A fome é um problema crescente no país, com destaque para o período da pandemia da Covid-19. Naquele momento, se reduziu ainda mais a “segurança alimentar”, que ocorre quando todas as pessoas têm acesso permanente a alimentos seguros, nutritivos e em quantidade suficiente. É o que apontam os relatórios de pesquisa “Olhe para fome”, da Rede Brasileira de Pesquisa em Soberania e Segurança Alimentar e Nutricional (PENSSAN), cujos dados também demonstram que mais da metade da população brasileira está nessa situação, nos mais variados níveis: leve, moderado ou grave. A insegurança alimentar grave afeta 15,5% das pessoas – ou seja, 33,5 milhões de brasileiros estão passando fome.
Nesse contexto, como uma das atividades da pesquisa coordenada pela professora Ana Lúcia Pires Augusto do Departamento de Nutrição e Dietética da Universidade Federal Fluminense, que objetiva investigar os desfechos neonatais e gestacionais da insegurança alimentar, foi conduzida uma Revisão Sistemática da Literatura, um dos estudos de mais elevada evidência científica, de título: “Household food insecurity associated with gestational and neonatal outcomes”, com investigação nas principais bases de busca bibliográfica internacionais. Como resultado dessa Revisão Sistemática, a professora e os demais autores (Aléxia Rodrigues, Talita Domingos e Rosana Salles-Costa) observaram que situações ligadas ao estresse e à saúde mental se associaram à insegurança alimentar em gestantes, “o que pode interferir no crescimento e desenvolvimento fetal. Também foram observadas associações com defeitos congênitos, mortalidade neonatal e introdução precoce de leite animal na dieta infantil”, informa a docente. Como conclusão, é indicada a necessidade de garantir a saúde mental das gestantes que vivem nessa situação e de observar os fatores sociais que podem levar a esse quadro, já que a própria gravidez e o parto podem levar a problemas biológicos e a vulnerabilidades psicossociais.

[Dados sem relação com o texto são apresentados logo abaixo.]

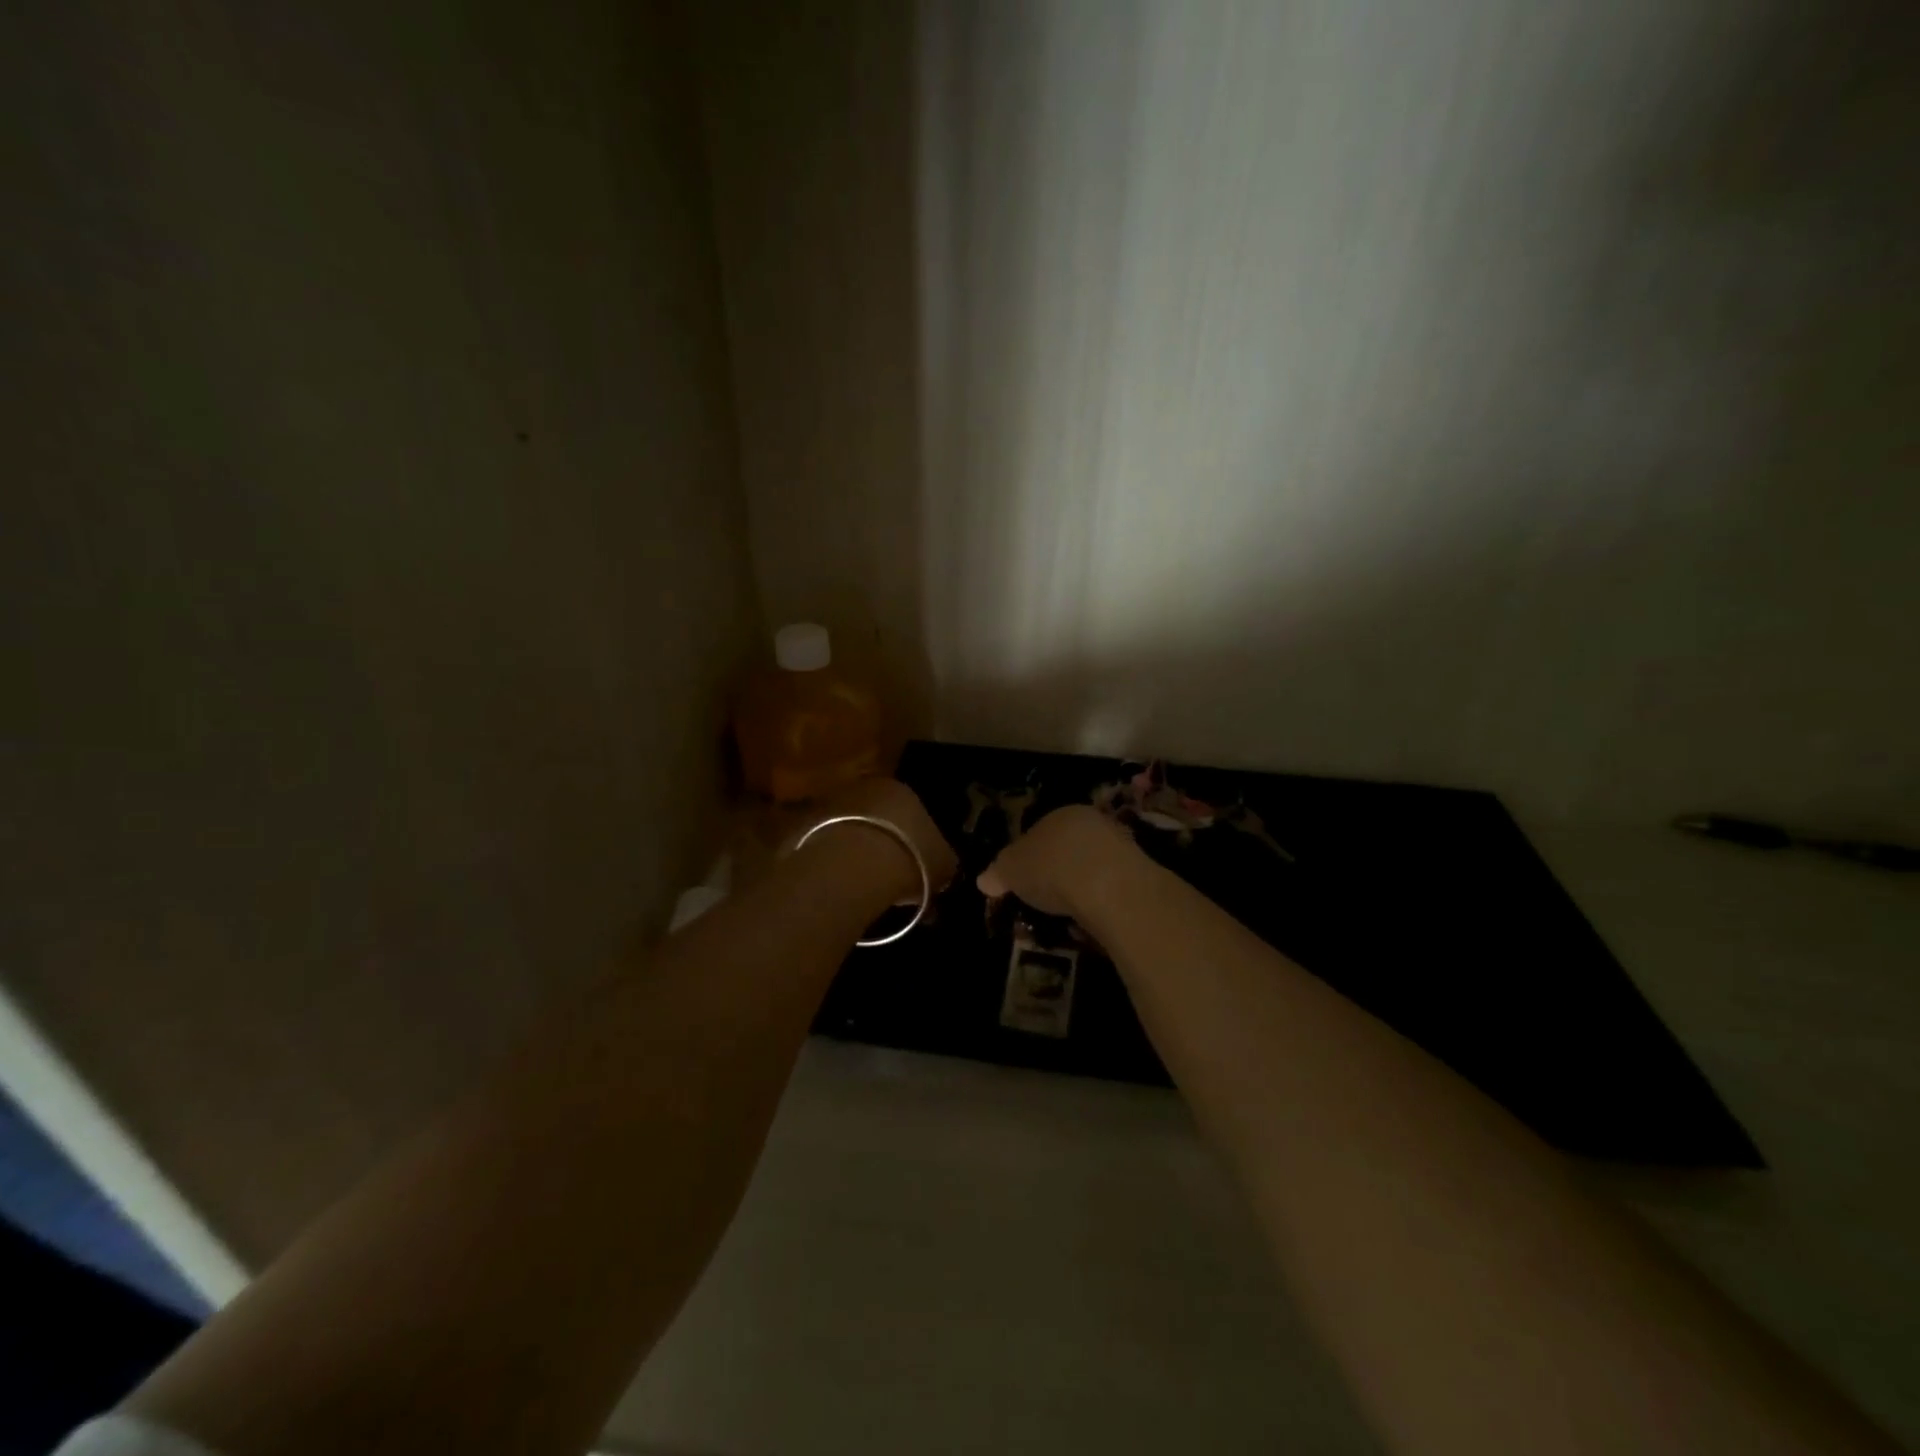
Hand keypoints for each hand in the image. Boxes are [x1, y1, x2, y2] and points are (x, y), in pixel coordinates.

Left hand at [800, 778, 957, 903]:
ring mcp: (830, 804)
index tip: (918, 867)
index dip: (917, 841)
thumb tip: (944, 868)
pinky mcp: (802, 826)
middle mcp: (865, 788)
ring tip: (862, 885)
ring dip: (855, 851)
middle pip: (878, 817)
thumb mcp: (943, 865)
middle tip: (889, 876)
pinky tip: (838, 886)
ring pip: (849, 829)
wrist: (851, 868)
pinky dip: (831, 863)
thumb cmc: (909, 859)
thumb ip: (945, 863)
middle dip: (885, 842)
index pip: (913, 812)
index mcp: (903, 790)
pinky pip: (824, 847)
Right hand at [977, 805, 1141, 917]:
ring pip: (1091, 866)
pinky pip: (1109, 887)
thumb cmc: (1051, 868)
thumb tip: (983, 880)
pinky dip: (1099, 900)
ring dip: (1080, 886)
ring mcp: (1118, 846)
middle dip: (1056, 870)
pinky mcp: (1138, 874)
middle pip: (1067, 848)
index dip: (1026, 856)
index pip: (1038, 832)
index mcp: (1059, 814)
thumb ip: (998, 872)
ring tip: (1066, 914)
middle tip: (1044, 898)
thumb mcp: (1012, 870)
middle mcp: (1091, 823)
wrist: (1108, 886)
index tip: (1021, 881)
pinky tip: (1091, 918)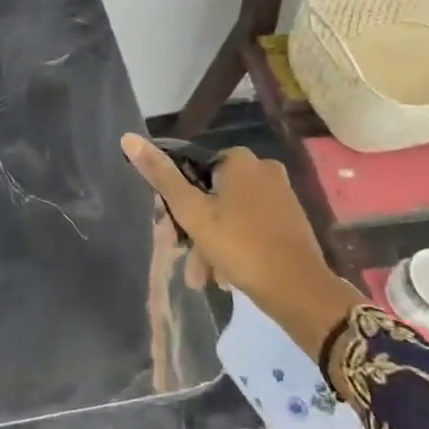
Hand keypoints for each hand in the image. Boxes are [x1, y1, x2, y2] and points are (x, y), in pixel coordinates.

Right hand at [121, 134, 359, 357]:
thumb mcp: (192, 212)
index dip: (177, 202)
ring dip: (212, 244)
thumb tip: (128, 138)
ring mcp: (280, 195)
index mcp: (239, 160)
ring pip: (230, 215)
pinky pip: (251, 227)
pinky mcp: (290, 221)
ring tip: (204, 279)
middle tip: (187, 262)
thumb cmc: (240, 245)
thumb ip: (161, 176)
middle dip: (196, 230)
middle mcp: (263, 169)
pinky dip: (235, 246)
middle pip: (212, 195)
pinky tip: (226, 277)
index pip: (192, 171)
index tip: (170, 231)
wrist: (300, 291)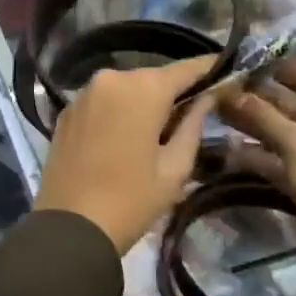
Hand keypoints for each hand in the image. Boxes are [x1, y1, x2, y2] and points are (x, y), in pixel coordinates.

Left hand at [34, 57, 218, 253]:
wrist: (70, 227)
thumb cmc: (132, 199)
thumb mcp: (175, 167)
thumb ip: (194, 124)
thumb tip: (208, 98)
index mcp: (143, 88)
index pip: (185, 68)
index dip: (208, 68)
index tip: (227, 70)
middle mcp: (112, 78)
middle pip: (153, 77)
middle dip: (173, 91)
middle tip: (194, 111)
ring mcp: (85, 92)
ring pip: (126, 88)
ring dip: (143, 102)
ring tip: (159, 128)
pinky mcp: (67, 110)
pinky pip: (103, 101)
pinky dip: (118, 110)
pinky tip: (125, 135)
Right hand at [218, 63, 295, 254]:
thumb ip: (264, 116)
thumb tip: (231, 92)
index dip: (288, 75)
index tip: (258, 63)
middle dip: (266, 103)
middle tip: (231, 88)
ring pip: (293, 138)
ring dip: (260, 129)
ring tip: (224, 114)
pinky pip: (291, 162)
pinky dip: (266, 156)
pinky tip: (233, 150)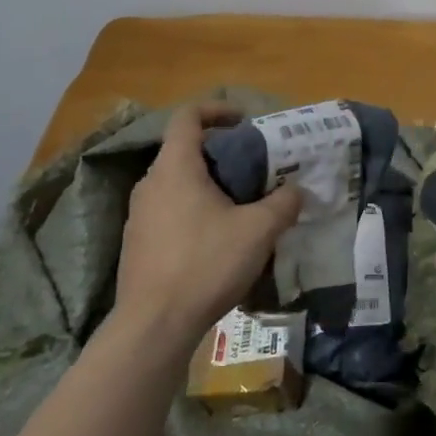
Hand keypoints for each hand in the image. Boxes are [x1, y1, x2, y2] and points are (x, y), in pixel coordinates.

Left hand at [112, 103, 301, 351]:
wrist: (154, 326)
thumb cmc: (206, 264)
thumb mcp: (258, 230)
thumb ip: (283, 203)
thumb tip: (297, 190)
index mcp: (175, 167)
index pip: (188, 116)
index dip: (217, 110)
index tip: (244, 122)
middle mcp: (150, 183)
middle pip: (184, 150)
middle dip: (220, 153)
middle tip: (253, 168)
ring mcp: (139, 215)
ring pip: (176, 183)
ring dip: (207, 184)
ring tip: (240, 205)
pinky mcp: (137, 244)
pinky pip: (168, 211)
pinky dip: (193, 210)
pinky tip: (217, 239)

Ainda nas palavras da professora, “decidimos olhar este assunto justamente por ser uma condição absolutamente inaceitável e que fere o direito humano à alimentação adequada e saudável. É inadmissível que qualquer pessoa acorde pela manhã sem saber se terá acesso a alguma refeição e esse cenário se agrava profundamente quando envolve menores de idade, já em situação de vulnerabilidade nutricional. Considerando que a mulher, na maioria das vezes, é a provedora do alimento no lar, mesmo quando não é a responsável pelos recursos financeiros da família, ao adquirir, preparar e distribuir o alimento dentro da família, quando sofre os impactos da insegurança alimentar, seus filhos também são impactados”. Ademais, a docente explicou que os objetivos do estudo consistem em colaborar com o conhecimento para que se criem e implementem políticas que atuem efetivamente na vida dessas pessoas. “A maior aplicabilidade é dar visibilidade a esse cenário para criação de políticas públicas que aumentem a rede de apoio dessas mulheres e evitem crianças desnutridas e outros agravos no desenvolvimento infantil”, afirma.
Vale destacar que o estudo da professora sobre a insegurança alimentar no domicílio das gestantes e seus filhos se mostra ainda mais relevante quando o relacionamos a outro dado dos Inquéritos nacionais da Rede PENSSAN: mulheres são as mais impactadas pela fome, visto que seis em cada dez lares comandados por mulheres convivem com a insegurança alimentar. Além disso, outro estudo analítico conduzido pela docente com gestantes em situação de vulnerabilidade biológica e social atendidas na região metropolitana do Estado do Rio de Janeiro apresentou resultados parciais relevantes que ainda estão em processo de submissão à publicação em periódico científico. “Verificamos que, para os recém-nascidos, a insegurança alimentar impactou principalmente na amamentação. Analisando esse cenário, demonstramos que mulheres que experienciam essa inaceitável condição possuem 15 vezes menos chance de amamentarem seus filhos ao nascimento”, finalizou.